Landry, der von seinem Vater, seinem Herrn und auch von seiner Mutter zu Rate gezogen wurde, unterließ nicht, seinem armen Bruder zuzureden. Sylvinet wusste gegen seine Vorstellungen durchaus nichts einzuwenden, versprach auch alles, konnte sich aber nicht überwinden. Es kam bei seinem Schmerz noch etwas anderes in Betracht, wovon er aber nichts verlauten ließ, weil er auch gar nicht gewusst hätte, wie er es vorbringen sollte. Dies war nämlich, dass im Innersten seines Herzens in Bezug auf Landry eine ebenso heftige wie sonderbare Eifersucht zu keimen begann. Er fühlte sich befriedigt, ja mehr als je zuvor, wenn er sah, wie Landry bei jedermann in Ansehen stand, wie er von seiner Dienstherrschaft so freundschaftlich behandelt wurde, als ob er ein Kind des Hauses sei.
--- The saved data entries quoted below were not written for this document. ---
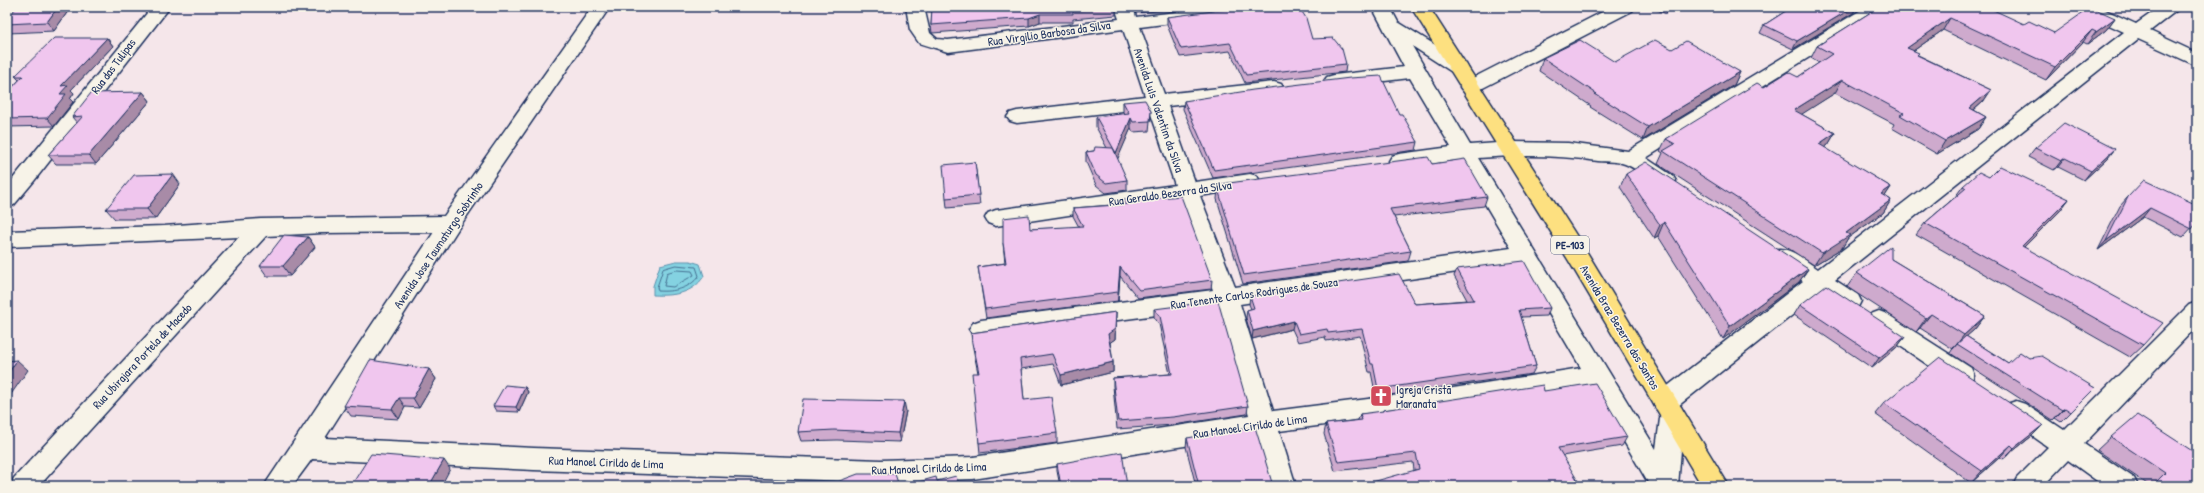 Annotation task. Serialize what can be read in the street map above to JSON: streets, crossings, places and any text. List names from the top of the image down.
{
  "streets": {
    "main road": ["PE-103", "Avenida Braz Bezerra dos Santos"],
    "street": [
      "Rua Virgilio Barbosa da Silva",
      "Rua das Tulipas",
      "Avenida LuIs Valentim da Silva",
      "Rua Geraldo Bezerra da Silva",
      "Avenida Jose Taumaturgo Sobrinho",
      "Rua Tenente Carlos Rodrigues de Souza",
      "Rua Ubirajara Portela de Macedo",
      "Rua Manoel Cirildo de Lima"
    ]
  },
  "crossings": [
    ["Rua Virgilio Barbosa da Silva", "Avenida LuIs Valentim da Silva"],
    ["Avenida LuIs Valentim da Silva", "Rua Geraldo Bezerra da Silva"],
    ["Avenida LuIs Valentim da Silva", "Rua Tenente Carlos Rodrigues de Souza"],
    ["Avenida LuIs Valentim da Silva", "Rua Manoel Cirildo de Lima"],
    ["Avenida Jose Taumaturgo Sobrinho", "Rua Manoel Cirildo de Lima"]
  ],
  "places": {
    "church": ["Igreja Cristã Maranata"]
  }
} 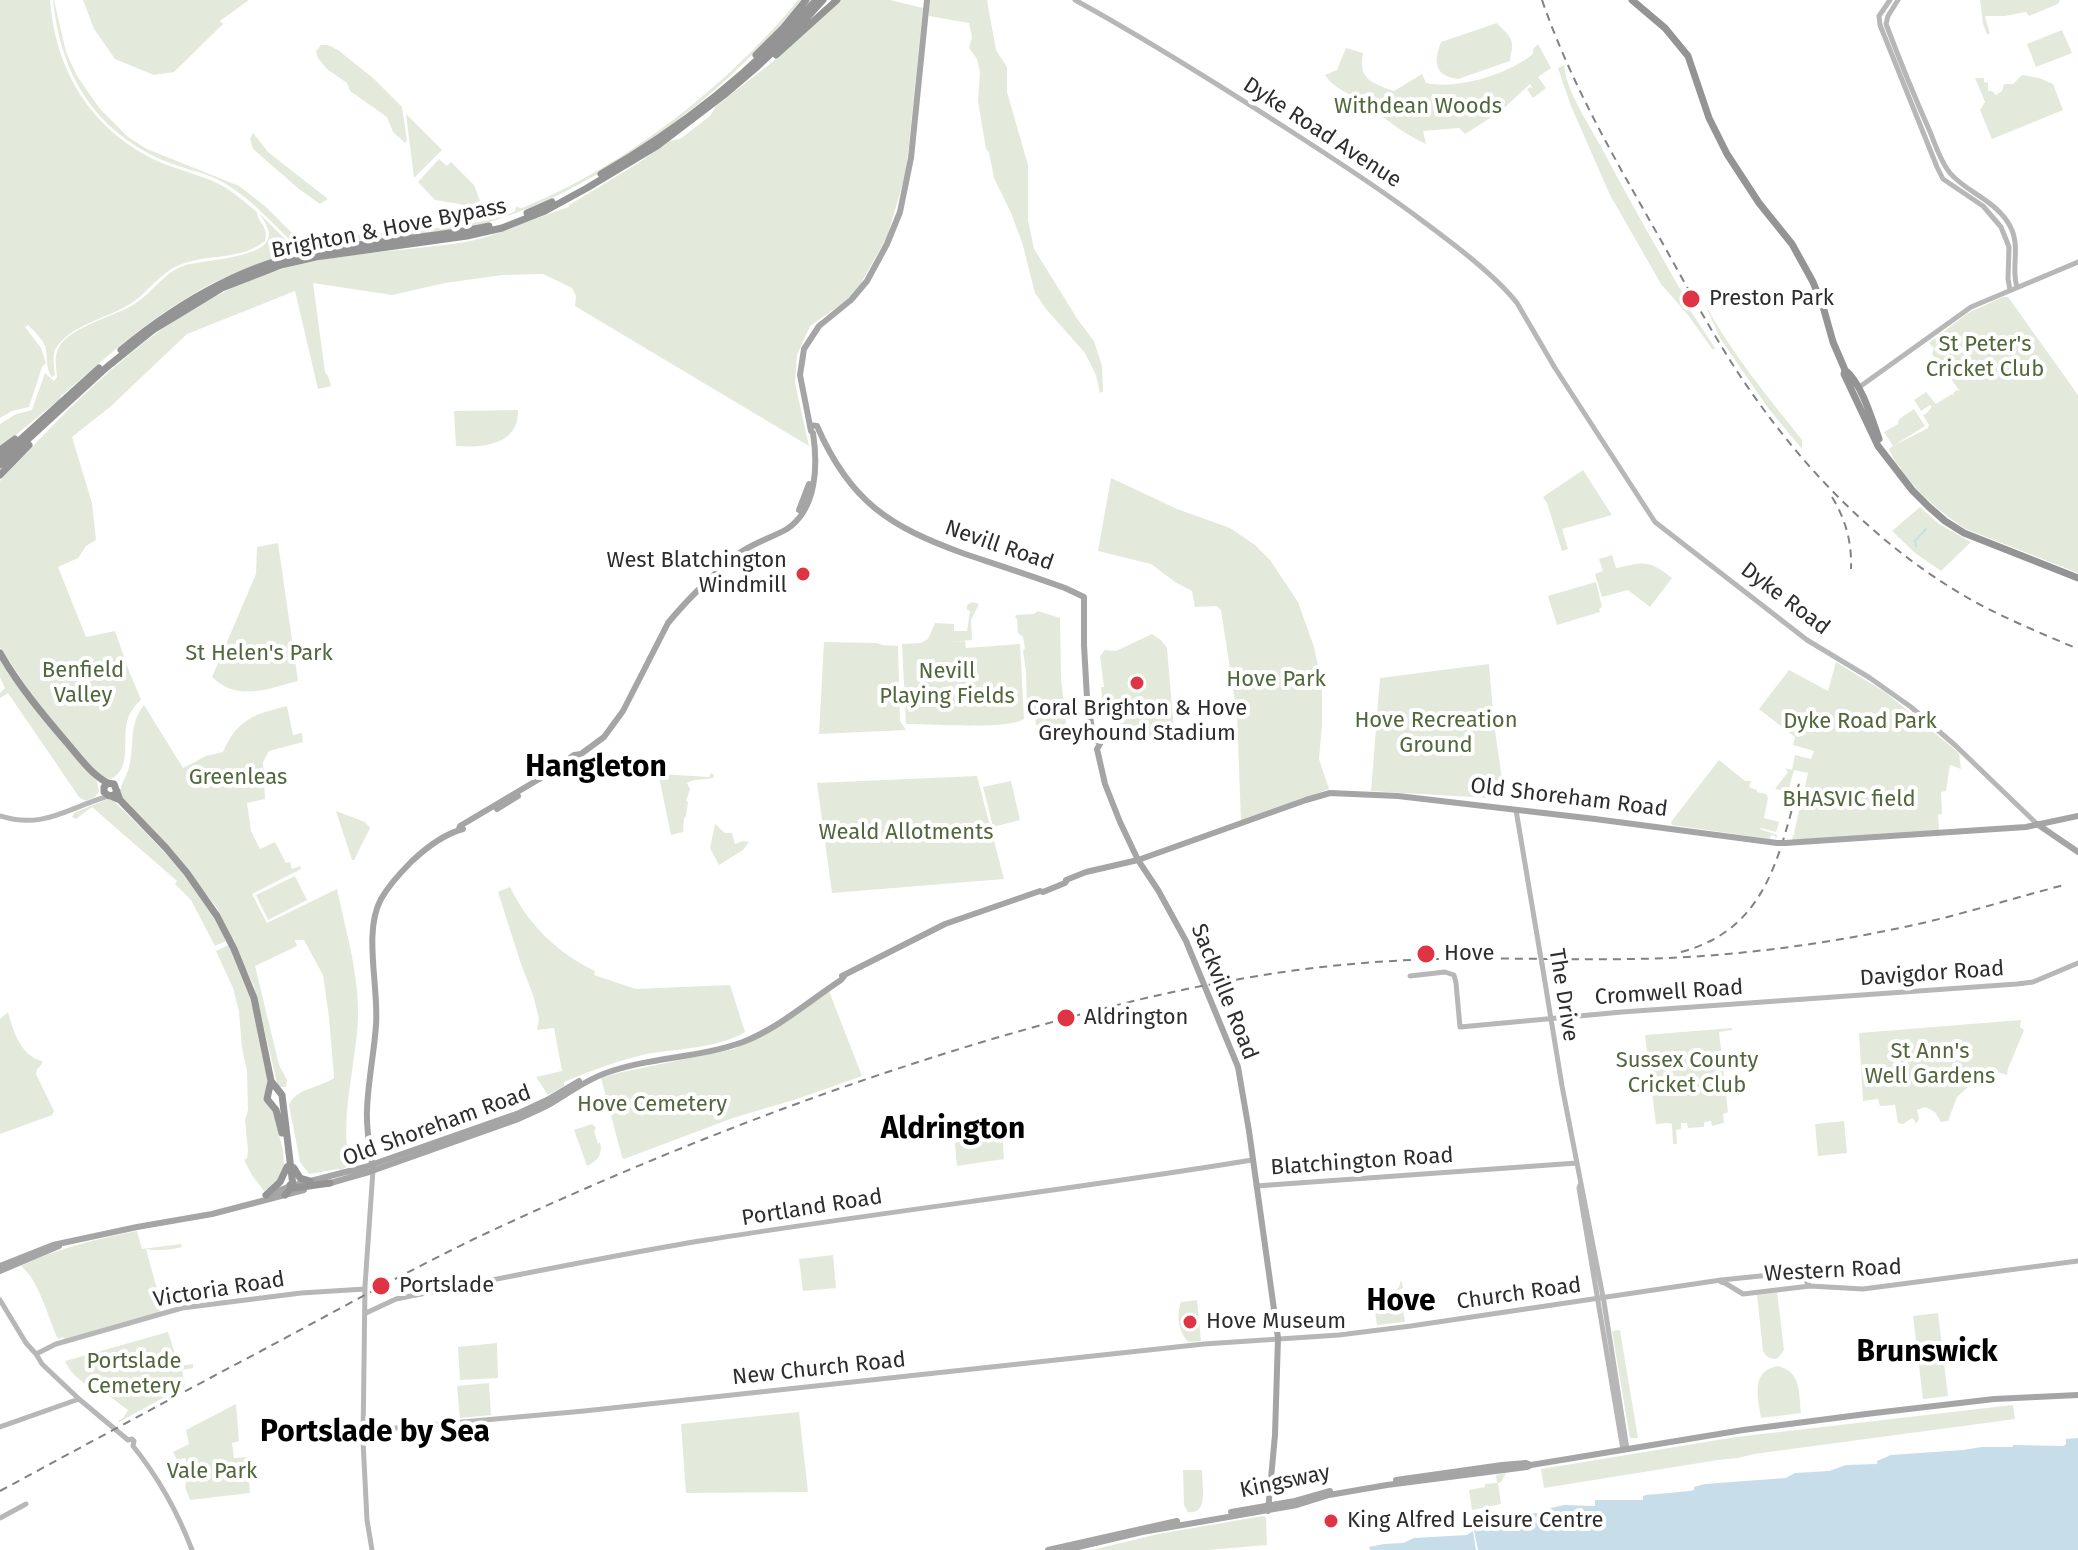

Wenn ihn dies nun auf der einen Seite erfreute, so betrübte und kränkte es ihn auf der anderen, sobald er zu bemerken glaubte, dass Landry diese freundschaftlichen Beziehungen zu sehr erwidere. Er konnte es nicht leiden, wenn Landry auf ein Wort des Vaters Caillaud, wie unbestimmt und gelassen es geäußert sein mochte, dem Wunsch desselben zu willfahren, rasch davoneilte, Vater, Mutter und Bruder in solchen Augenblicken bei Seite lassend. Landry war also viel besorgter seiner Dienstpflicht etwas zu vergehen, als er die Anhänglichkeit der Seinigen zu schätzen wusste, und viel pünktlicher im Gehorsam, als Sylvinet dazu im Stande gewesen sein würde, wenn es sich darum gehandelt hätte, einige Augenblicke länger mit jemandem zu verweilen, der ihm mit so treuer Liebe ergeben war.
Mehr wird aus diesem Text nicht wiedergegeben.